◆ Prompt
The copy must match the data below line for line and contain no images.
----------------------------------------
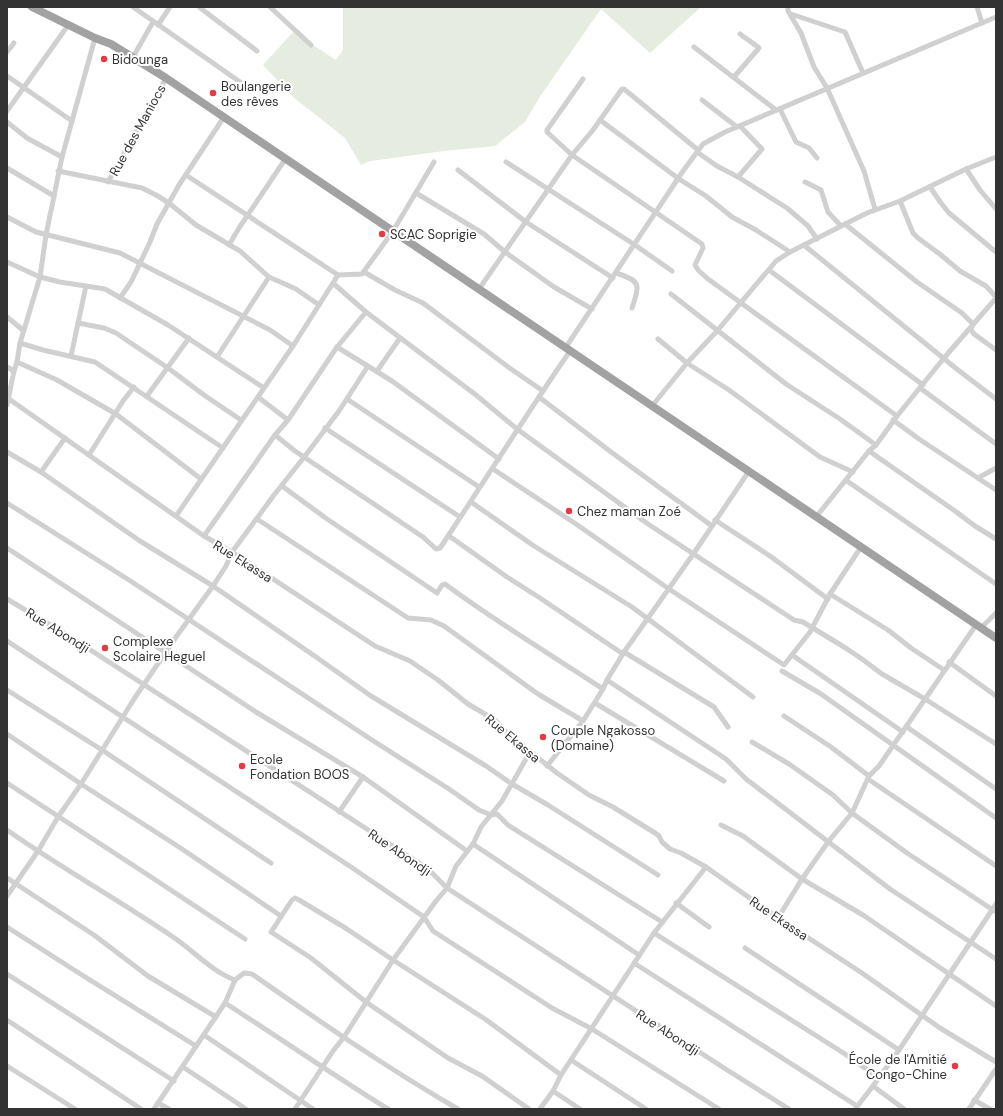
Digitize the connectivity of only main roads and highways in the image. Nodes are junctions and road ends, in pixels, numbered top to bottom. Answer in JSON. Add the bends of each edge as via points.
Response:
{"nodes":[{"id":1,"x":32,"y":7,"type":"edge"},
{"id":2,"x":996,"y":638,"type":"edge"}],
"edges":[{"from":1,"to":2,"type":"highway","via":[[111,44],[166,78]]}]}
----------------------------------------
◆ Solved exercise
Digitize the connectivity of only main roads and highways in the image. Nodes are junctions and road ends, in pixels, numbered top to bottom. Answer in JSON. Add the bends of each edge as via points.
Response:
{"nodes":[{"id":1,"x":32,"y":7,"type":"edge"},
{"id":2,"x":996,"y":638,"type":"edge"}],
"edges":[{"from":1,"to":2,"type":"highway","via":[[111,44],[166,78]]}]}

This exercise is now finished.